Like Locke, John Stuart Mill (1806-1873) argues that the freedom to experiment is the foundation of individual and social development. It is also worth noting that Mill’s direct inspiration for his views on individuality and education is Humboldt. On Liberty (1859) starts with an epigram from the German and he quotes him approvingly several times throughout, most importantly on the theme of the individual developing “the human faculties” of reason and judgement only via “freedom, and a variety of situations”. Mill famously extends this idea to various arguments in favour of freedom of speech, which he links directly to freedom of thought, and which boils down to the idea that even when we are certain we have the truth, we still benefit by hearing opposing views, which improves our understanding of our own positions.
For Mill, freedom of speech should be institutionalised across society.

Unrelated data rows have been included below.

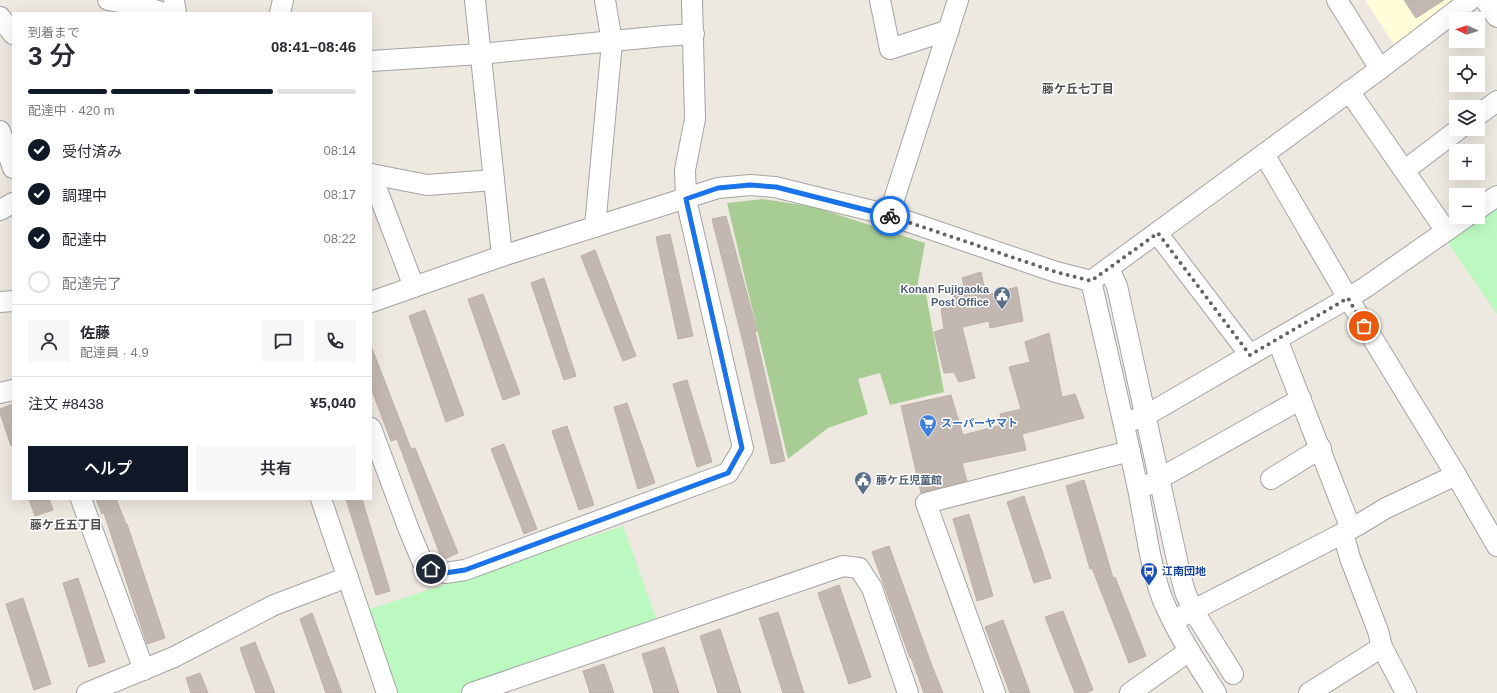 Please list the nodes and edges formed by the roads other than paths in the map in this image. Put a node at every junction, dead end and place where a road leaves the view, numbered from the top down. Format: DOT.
graph roads {
  1 [pos="108,0"];
  2 [pos="174,0"];
  3 [pos="283,0"];
  4 [pos="475,0"];
  5 [pos="605,0"];
  6 [pos="692,0"];
  7 [pos="880,0"];
  8 [pos="958,0"];
  9 [pos="1336,0"];
  10 [pos="1470,0"];
  11 [pos="1485,0"];
  12 [pos="161,12"];
  13 [pos="176,12"];
  14 [pos="280,12"];
  15 [pos="0,17"];
  16 [pos="1497,17"];
  17 [pos="949,30"];
  18 [pos="12,33"];
  19 [pos="694,34"];
  20 [pos="612,42"];
  21 [pos="480,54"];
  22 [pos="372,60"];
  23 [pos="1380,69"];
  24 [pos="1350,91"];
  25 [pos="1497,101"];
  26 [pos="1485,110"];
  27 [pos="0,131"];
  28 [pos="1450,136"];
  29 [pos="1264,154"];
  30 [pos="8,163"];
  31 [pos="1405,170"];
  32 [pos="372,174"];
  33 [pos="372,177"];
  34 [pos="494,180"];
  35 [pos="1497,196"];
  36 [pos="686,199"];
  37 [pos="12,204"];
  38 [pos="1485,204"];
  39 [pos="0,210"];
  40 [pos="889,215"];
  41 [pos="1456,224"];
  42 [pos="595,227"];
  43 [pos="1446,231"];
  44 [pos="1158,233"];
  45 [pos="502,256"];
  46 [pos="1109,269"];
  47 [pos="1091,281"];
  48 [pos="414,287"];
  49 [pos="1348,298"];
  50 [pos="12,301"];
  51 [pos="0,302"];
  52 [pos="372,302"];
  53 [pos="1277,339"];
  54 [pos="1250,355"];
  55 [pos="12,390"];
  56 [pos="0,393"];
  57 [pos="1301,400"];
  58 [pos="1136,419"];
  59 [pos="372,431"];
  60 [pos="1321,448"];
  61 [pos="1130,451"];
  62 [pos="1456,475"];
  63 [pos="1271,479"];
  64 [pos="1151,484"];
  65 [pos="81,500"];
  66 [pos="321,500"];
  67 [pos="1347,531"];
  68 [pos="1497,546"];
  69 [pos="348,577"];
  70 [pos="1184,615"];
  71 [pos="1382,647"];
  72 [pos="1189,651"];
  73 [pos="144,670"];
  74 [pos="1233,674"];
  75 [pos="87,693"];
  76 [pos="387,693"];
  77 [pos="472,693"];
  78 [pos="908,693"];
  79 [pos="995,693"];
  80 [pos="1130,693"];
  81 [pos="1216,693"];
  82 [pos="1309,693"];
  83 [pos="1406,693"];
  1 -- 12 [label="street"];
  2 -- 13 [label="street"];
  3 -- 14 [label="street"];
  4 -- 21 [label="street"];
  5 -- 20 [label="street"];
  6 -- 19 [label="street"];
  7 -- 17 [label="street"];
  8 -- 17 [label="street"];
  9 -- 23 [label="street"];
  10 -- 23 [label="street"];
  11 -- 16 [label="street"];
  15 -- 18 [label="street"];
  17 -- 40 [label="street"];
  19 -- 20 [label="street"];
  19 -- 36 [label="street"];
  20 -- 21 [label="street"];
  20 -- 42 [label="street"];
  21 -- 22 [label="street"];
  21 -- 34 [label="street"];
  23 -- 24 [label="street"];
  24 -- 29 [label="street"];
  24 -- 31 [label="street"];
  25 -- 26 [label="street"];
  27 -- 30 [label="street"];
  28 -- 31 [label="street"];
  29 -- 44 [label="street"];
  29 -- 49 [label="street"];
  31 -- 43 [label="street"];
  32 -- 34 [label="street"];
  33 -- 48 [label="street"];
  34 -- 45 [label="street"];
  35 -- 38 [label="street"];
  36 -- 40 [label="street"];
  36 -- 42 [label="street"];
  36 -- 59 [label="street"];
  37 -- 39 [label="street"];
  40 -- 47 [label="street"];
  41 -- 43 [label="street"];
  42 -- 45 [label="street"];
  43 -- 49 [label="street"];
  44 -- 46 [label="street"];
  44 -- 54 [label="street"];
  45 -- 48 [label="street"];
  46 -- 47 [label="street"];
  46 -- 58 [label="street"];
  47 -- 58 [label="street"];
  48 -- 52 [label="street"];
  49 -- 53 [label="street"];
  49 -- 62 [label="street"];
  50 -- 51 [label="street"];
  53 -- 54 [label="street"];
  53 -- 57 [label="street"];
  54 -- 58 [label="street"];
  55 -- 56 [label="street"];
  57 -- 60 [label="street"];
  57 -- 64 [label="street"];
  58 -- 61 [label="street"];
  58 -- 64 [label="street"];
  60 -- 63 [label="street"];
  60 -- 67 [label="street"];
  61 -- 64 [label="street"];
  61 -- 79 [label="street"];
  62 -- 67 [label="street"];
  62 -- 68 [label="street"];
  64 -- 70 [label="street"];
  65 -- 73 [label="street"];
  66 -- 69 [label="street"];
  67 -- 70 [label="street"];
  67 -- 71 [label="street"];
  69 -- 73 [label="street"];
  69 -- 76 [label="street"];
  70 -- 72 [label="street"];
  70 -- 74 [label="street"];
  71 -- 82 [label="street"];
  71 -- 83 [label="street"];
  72 -- 80 [label="street"];
  72 -- 81 [label="street"];
  73 -- 75 [label="street"];
  77 -- 78 [label="street"];
}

A critical point relevant to the Federal Court’s concerns is Mill’s view that freedom of speech should be institutionalised across society. He argues that without positive support for dissenting views, the conjunction of democracy, scientific administration, universal education, “improvements in the media”, migration, and commerce will produce “a general similarity among mankind” and thereby prevent and erase gains made by individual experimentation and free discussion. Mill goes on to argue for a competitive system of education, in which schools and universities are granted full academic freedom by the total withdrawal of the state from the field. This is to ensure a diversity of educational sources to match the desire for diversity among individuals.

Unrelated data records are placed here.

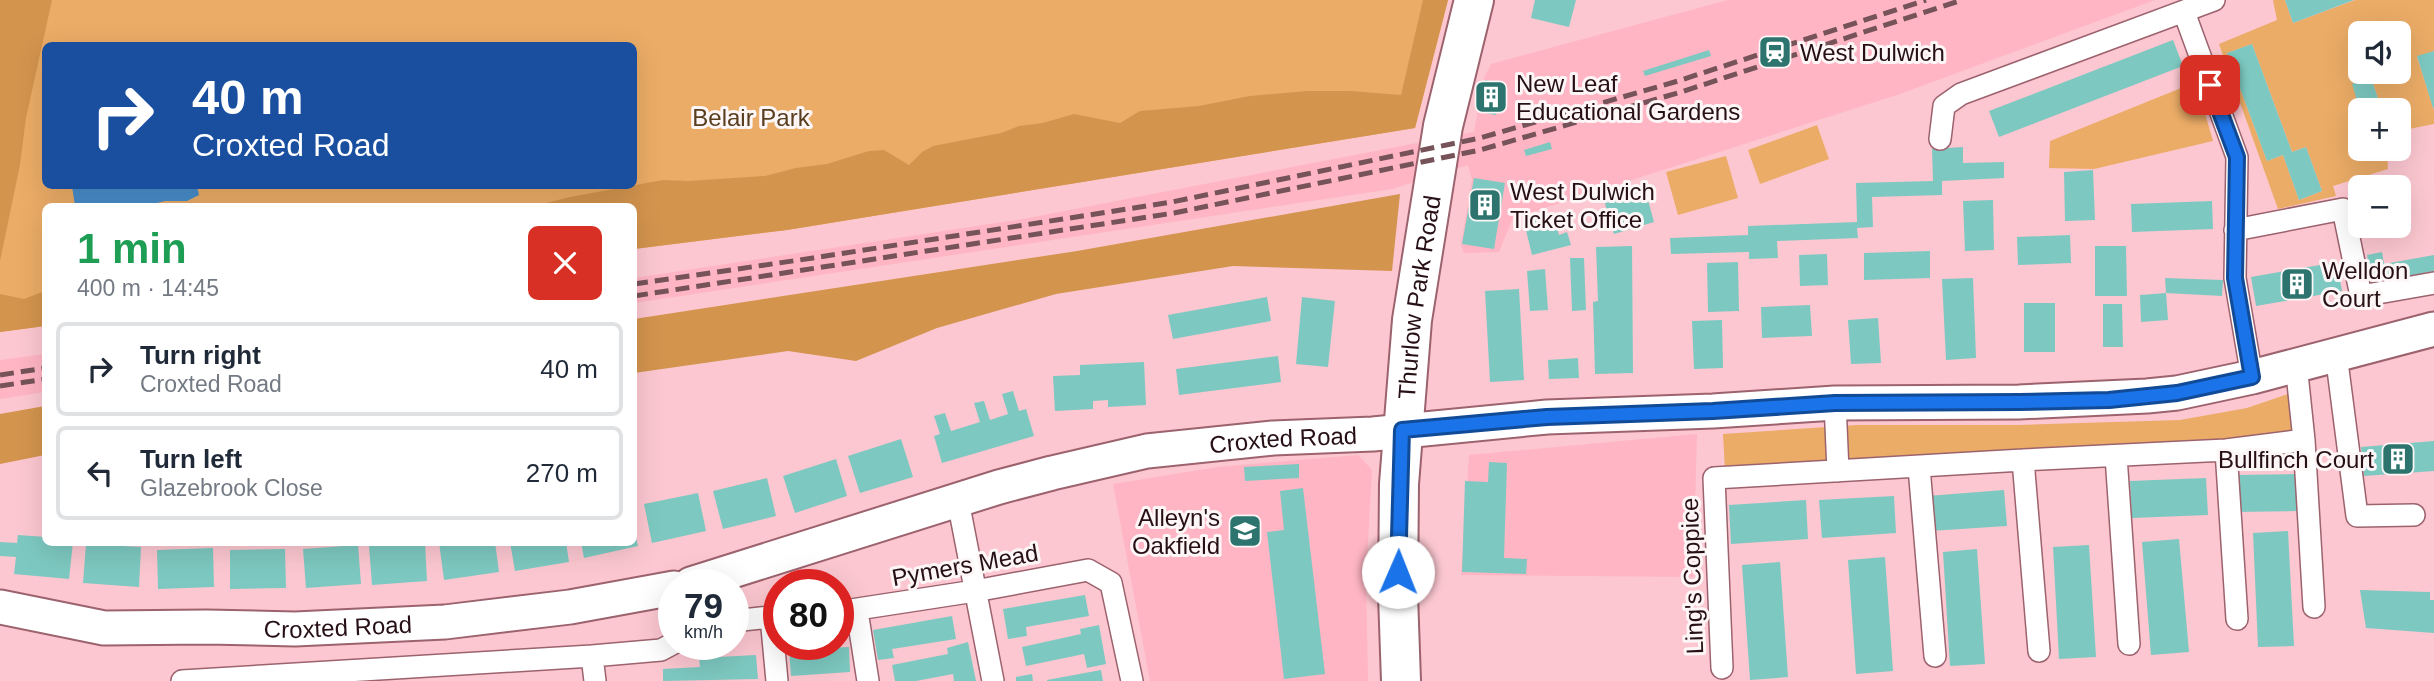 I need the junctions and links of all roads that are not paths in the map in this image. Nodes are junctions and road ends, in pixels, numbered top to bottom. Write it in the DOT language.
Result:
graph roads {
  1 [pos="1474,0"];
  2 [pos="2214,0"];
  3 [pos="2183,12"];
  4 [pos="1940,139"];
  5 [pos="2235,230"];
  6 [pos="2434,283"];
  7 [pos="2434,329"];
  8 [pos="2336,354"];
  9 [pos="2296,364"];
  10 [pos="2252,377"];
  11 [pos="1835,403"];
  12 [pos="1402,430"];
  13 [pos="2304,440"];
  14 [pos="2226,450"];
  15 [pos="2116,456"];
  16 [pos="2024,460"];
  17 [pos="1919,467"];
  18 [pos="1838,471"];
  19 [pos="958,501"];
  20 [pos="2414,515"];
  21 [pos="739,569"];
  22 [pos="658,591"];
  23 [pos="975,591"];
  24 [pos="0,607"];
  25 [pos="2314,607"];
  26 [pos="854,610"];
  27 [pos="2237,619"];
  28 [pos="854,632"];
  29 [pos="2129,645"];
  30 [pos="658,650"];
  31 [pos="2039,651"];
  32 [pos="592,656"];
  33 [pos="1935,656"];
  34 [pos="776,660"];
  35 [pos="1722,668"];
  36 [pos="408,674"];
  37 [pos="222,679"];
  38 [pos="182,681"];
  39 [pos="595,681"];
  40 [pos="776,681"];
  41 [pos="868,681"];
  42 [pos="993,681"];
  43 [pos="1132,681"];
  44 [pos="1401,681"];
  1 -- 12 [label="highway, Thurlow Park Road"];
  2 -- 3 [label="street"];
  3 -- 4 [label="street"];
  3 -- 5 [label="street"];
  5 -- 6 [label="street"];
  5 -- 10 [label="street"];
  7 -- 8 [label="main road, Croxted Road"];
  8 -- 9 [label="main road, Croxted Road"];
  8 -- 20 [label="street"];
  9 -- 10 [label="main road, Croxted Road"];
  9 -- 13 [label="street"];
  10 -- 11 [label="main road, Croxted Road"];
  11 -- 12 [label="main road, Croxted Road"];
  11 -- 18 [label="street"];
  12 -- 19 [label="main road, Croxted Road"];
  12 -- 44 [label="highway, Thurlow Park Road"];
  13 -- 14 [label="street, Ling's Coppice"];
  13 -- 25 [label="street"];
  14 -- 15 [label="street, Ling's Coppice"];
  14 -- 27 [label="street"];
  15 -- 16 [label="street, Ling's Coppice"];
  15 -- 29 [label="street"];
  16 -- 17 [label="street, Ling's Coppice"];
  16 -- 31 [label="street"];
  17 -- 18 [label="street, Ling's Coppice"];
  17 -- 33 [label="street"];
  18 -- 35 [label="street, Ling's Coppice"];
  19 -- 21 [label="main road, Croxted Road"];
  19 -- 23 [label="street"];
  22 -- 24 [label="main road, Croxted Road"];
  23 -- 26 [label="street, Pymers Mead"];
  23 -- 42 [label="street"];
  23 -- 43 [label="street, Pymers Mead"];
  28 -- 41 [label="street"];
  30 -- 32 [label="street"];
  32 -- 36 [label="street"];
  32 -- 39 [label="street"];
  34 -- 40 [label="street"];
  36 -- 37 [label="street"];
  37 -- 38 [label="street"];
}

At the individual level, Mill is just as strident. In speaking of “judging” others he suggests “It would be well, indeed, if this good office were much more freely rendered than the common notions of politeness at present permit”. While this was perhaps a response to the strictures of Victorian England, it is nonetheless clear that for Mill part of the value of freedom of speech lies in the right to robustly criticise and judge others. Given a key aspect of the University’s charges against Peter Ridd relate to his criticisms of the work of Professor Terry Hughes, Director of the Australian Research Council (ARC) Centre of Excellence for Coral Reef Studies at JCU, this is another critical point.

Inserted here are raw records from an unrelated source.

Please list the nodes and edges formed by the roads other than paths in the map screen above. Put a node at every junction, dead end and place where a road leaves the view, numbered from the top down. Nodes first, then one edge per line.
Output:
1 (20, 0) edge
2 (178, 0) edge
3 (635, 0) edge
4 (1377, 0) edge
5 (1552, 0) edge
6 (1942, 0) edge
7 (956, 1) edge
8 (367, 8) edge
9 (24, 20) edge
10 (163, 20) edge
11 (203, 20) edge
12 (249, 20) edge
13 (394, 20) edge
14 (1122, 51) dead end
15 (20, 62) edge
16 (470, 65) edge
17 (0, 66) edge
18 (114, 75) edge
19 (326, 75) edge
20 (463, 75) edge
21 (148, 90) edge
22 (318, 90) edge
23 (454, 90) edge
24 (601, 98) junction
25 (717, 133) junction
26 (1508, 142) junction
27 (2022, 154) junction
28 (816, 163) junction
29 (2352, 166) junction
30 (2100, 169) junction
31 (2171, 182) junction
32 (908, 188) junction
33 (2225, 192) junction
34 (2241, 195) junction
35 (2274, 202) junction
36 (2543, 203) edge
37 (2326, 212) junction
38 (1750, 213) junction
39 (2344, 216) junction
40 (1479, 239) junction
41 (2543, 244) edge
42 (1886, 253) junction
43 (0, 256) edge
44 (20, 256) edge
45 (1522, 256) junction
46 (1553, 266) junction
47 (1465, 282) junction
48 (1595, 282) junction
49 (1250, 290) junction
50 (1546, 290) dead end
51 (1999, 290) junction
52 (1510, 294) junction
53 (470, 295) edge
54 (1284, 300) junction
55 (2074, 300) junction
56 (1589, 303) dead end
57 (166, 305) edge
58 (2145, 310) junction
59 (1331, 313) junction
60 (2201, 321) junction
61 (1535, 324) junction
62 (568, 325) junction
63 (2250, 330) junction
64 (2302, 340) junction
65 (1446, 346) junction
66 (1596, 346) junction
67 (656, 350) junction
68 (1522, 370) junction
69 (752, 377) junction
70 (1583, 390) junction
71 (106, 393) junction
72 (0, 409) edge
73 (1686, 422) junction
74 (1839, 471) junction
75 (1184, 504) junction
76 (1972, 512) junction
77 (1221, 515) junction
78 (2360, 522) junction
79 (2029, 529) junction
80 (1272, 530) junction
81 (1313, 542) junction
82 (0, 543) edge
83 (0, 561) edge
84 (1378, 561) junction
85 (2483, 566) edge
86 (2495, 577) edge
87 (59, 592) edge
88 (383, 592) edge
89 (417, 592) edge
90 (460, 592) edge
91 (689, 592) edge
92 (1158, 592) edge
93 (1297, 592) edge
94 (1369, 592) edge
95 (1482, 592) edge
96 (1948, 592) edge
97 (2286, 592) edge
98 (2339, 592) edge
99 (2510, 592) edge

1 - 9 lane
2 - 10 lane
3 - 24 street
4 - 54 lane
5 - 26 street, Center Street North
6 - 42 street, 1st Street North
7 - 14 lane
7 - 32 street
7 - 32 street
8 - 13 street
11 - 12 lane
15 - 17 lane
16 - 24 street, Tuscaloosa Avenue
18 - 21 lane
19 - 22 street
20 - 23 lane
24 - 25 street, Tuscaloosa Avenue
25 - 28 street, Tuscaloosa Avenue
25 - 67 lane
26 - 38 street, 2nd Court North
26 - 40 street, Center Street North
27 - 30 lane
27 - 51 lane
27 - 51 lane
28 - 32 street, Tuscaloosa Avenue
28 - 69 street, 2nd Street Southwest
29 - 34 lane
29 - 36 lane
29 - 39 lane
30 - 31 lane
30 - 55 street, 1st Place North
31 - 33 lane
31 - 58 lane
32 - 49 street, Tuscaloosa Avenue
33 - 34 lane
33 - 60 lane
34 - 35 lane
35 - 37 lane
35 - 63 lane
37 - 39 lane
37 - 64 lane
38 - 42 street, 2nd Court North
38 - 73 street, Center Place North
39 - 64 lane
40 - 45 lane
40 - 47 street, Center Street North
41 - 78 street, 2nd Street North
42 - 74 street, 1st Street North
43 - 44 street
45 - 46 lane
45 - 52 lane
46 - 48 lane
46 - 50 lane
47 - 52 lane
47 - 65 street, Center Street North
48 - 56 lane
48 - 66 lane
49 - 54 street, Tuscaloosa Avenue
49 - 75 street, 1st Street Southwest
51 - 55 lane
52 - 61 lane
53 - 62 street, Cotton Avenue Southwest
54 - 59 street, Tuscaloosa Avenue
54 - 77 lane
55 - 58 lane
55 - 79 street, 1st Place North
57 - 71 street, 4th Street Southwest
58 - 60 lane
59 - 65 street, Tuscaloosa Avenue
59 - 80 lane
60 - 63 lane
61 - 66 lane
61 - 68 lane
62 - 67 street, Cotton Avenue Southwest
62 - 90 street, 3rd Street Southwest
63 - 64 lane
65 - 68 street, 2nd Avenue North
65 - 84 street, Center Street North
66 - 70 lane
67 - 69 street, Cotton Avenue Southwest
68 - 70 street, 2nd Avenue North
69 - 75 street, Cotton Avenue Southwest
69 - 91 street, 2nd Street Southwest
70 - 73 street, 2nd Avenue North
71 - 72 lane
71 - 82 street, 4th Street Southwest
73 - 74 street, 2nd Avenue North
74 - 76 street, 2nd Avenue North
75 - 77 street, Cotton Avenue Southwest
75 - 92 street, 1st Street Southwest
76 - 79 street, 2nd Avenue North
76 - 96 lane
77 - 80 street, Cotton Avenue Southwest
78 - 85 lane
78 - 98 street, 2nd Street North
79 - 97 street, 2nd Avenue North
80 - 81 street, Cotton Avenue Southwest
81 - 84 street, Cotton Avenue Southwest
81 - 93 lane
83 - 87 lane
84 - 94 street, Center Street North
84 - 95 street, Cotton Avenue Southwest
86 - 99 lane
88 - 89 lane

Unlike Locke and (arguably) Mill, Isaiah Berlin (1909-1997) does not believe that the empiricist project—or the Enlightenment project more generally—will ever produce a kind of universal scientific morality. For Berlin, the Russian-Jewish émigré who became the quintessential Oxford Don, reasonable people can arrive at different values that are incommensurable, meaning they cannot be traded off or converted one to the other.
Berlin’s views on education are deeply informed by this value pluralism.
In his 1975 essay ‘General Education’, Berlin argues:
It is not necessary to believe that all knowledge always makes men happier or freer or morally better… it need be accepted only, firstly that the discovery of the truth is a great good in itself; and secondly, that the only real remedy for the evil consequences, whether of ignorance or of knowledge, is more knowledge…
Berlin’s main concern is to promote a kind of moderate scepticism that might steer modernity away from the danger that its signature features—technological progress and the related disenchantment of the world—might be turned against it, either by the forces of, on one hand, rationalism and central planning and the “engineering of human souls”, or on the other, an irrational reaction to that phenomenon, which reasserts social control by altogether denigrating individual reason. To head off this possibility Berlin argues that teachers (meaning academics) need to communicate their learning in a simpler, more accessible fashion, which is both the test of whether the teacher understands the material and the only way people might work to unify their knowledge across areas.
THE CONTINUED RELEVANCE OF THE TRADITION
So now we better understand just what the Federal Court’s majority dismisses when it purports to jettison the tradition of intellectual freedom. The common elements across those thinkers named as dispensable are:
- the connection between academic freedom and free inquiry,
- the connection between free inquiry and individual development, and
- the connection between individual development and societal flourishing. The foundation of this model is the individual’s capacity to learn about the world through experience. The two judges in their majority decision hold that this model bears no relevance to the working conditions of academics today.
Moreover, as we can see even from the brief survey of just the three thinkers named in the judgment, it has the support of thinkers whose substantive conclusions on key questions are often opposed.
Mill’s sensitivity to the problem of conformity is easily applied to ‘cancel culture’.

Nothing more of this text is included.